In 2011, Dish México had 2.3 million subscribers. Dish México also added six HD channels (TNT; Space; Fox Sports en Español; History Channel; Universal Channel and Sony Entertainment Television) as well as three new channels (Fox; Nat Geo and Nat Geo Wild). All of Dish México's channels programming are dubbed or subtitled in Spanish or originally Spanish language.

Satellite TV service provider Dish announced the integration of Televisa's channels 2, 5 and 9, as well as TV Azteca's 7 and 13, in compliance with the telecommunications reform.

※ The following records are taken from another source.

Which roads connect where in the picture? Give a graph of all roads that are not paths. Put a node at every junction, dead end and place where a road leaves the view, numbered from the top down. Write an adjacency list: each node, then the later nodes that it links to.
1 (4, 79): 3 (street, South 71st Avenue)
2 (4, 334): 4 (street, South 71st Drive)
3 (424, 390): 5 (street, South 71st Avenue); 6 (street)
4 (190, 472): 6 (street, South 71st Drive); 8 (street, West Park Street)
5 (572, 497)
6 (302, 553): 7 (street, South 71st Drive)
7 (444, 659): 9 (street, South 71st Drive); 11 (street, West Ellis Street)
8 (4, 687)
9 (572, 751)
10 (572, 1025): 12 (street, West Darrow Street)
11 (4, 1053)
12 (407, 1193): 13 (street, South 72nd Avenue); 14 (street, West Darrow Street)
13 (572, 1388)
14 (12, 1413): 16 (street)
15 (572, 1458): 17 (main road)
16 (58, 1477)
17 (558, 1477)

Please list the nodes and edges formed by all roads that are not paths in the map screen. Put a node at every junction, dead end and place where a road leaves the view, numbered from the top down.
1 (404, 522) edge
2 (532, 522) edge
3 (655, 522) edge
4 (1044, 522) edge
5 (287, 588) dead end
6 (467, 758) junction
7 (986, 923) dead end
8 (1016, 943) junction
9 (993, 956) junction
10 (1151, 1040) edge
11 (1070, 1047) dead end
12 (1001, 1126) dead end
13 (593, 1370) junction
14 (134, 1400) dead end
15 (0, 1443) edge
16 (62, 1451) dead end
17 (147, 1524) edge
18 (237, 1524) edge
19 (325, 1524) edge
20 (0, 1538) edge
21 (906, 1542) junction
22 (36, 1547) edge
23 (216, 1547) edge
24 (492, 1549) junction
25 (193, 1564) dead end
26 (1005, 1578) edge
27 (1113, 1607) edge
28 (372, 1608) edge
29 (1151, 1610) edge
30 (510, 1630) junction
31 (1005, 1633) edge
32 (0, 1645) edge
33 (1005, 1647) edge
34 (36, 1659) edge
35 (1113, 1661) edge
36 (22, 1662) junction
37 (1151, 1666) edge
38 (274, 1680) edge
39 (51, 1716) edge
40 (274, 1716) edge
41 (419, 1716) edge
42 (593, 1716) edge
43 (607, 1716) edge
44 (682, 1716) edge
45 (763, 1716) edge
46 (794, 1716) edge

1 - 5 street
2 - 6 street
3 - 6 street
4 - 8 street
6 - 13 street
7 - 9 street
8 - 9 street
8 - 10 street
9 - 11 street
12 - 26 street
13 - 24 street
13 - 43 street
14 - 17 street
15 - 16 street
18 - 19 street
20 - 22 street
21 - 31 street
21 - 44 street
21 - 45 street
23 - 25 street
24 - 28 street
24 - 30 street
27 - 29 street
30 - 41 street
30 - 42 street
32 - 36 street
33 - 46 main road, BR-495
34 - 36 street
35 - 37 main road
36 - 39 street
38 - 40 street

In 2013, Dish México announced that it would add national free-to-air television channels, including Televisa and TV Azteca, due to the telecommunications reform enacted in June 2013, in which all satellite TV companies are forced to transmit television networks whose over-the-air footprint reaches 50% or more of the country. The broadcast of these channels was made official in 2016.

In 2015, Dish Mexico was fined 43 million pesos (US$2.9 million) after its partnership with América Móvil was found to be unauthorized by Mexico's telecommunications regulator; Federal Telecommunications Institute determined that the two companies failed to notify regulators of contracts in advance time.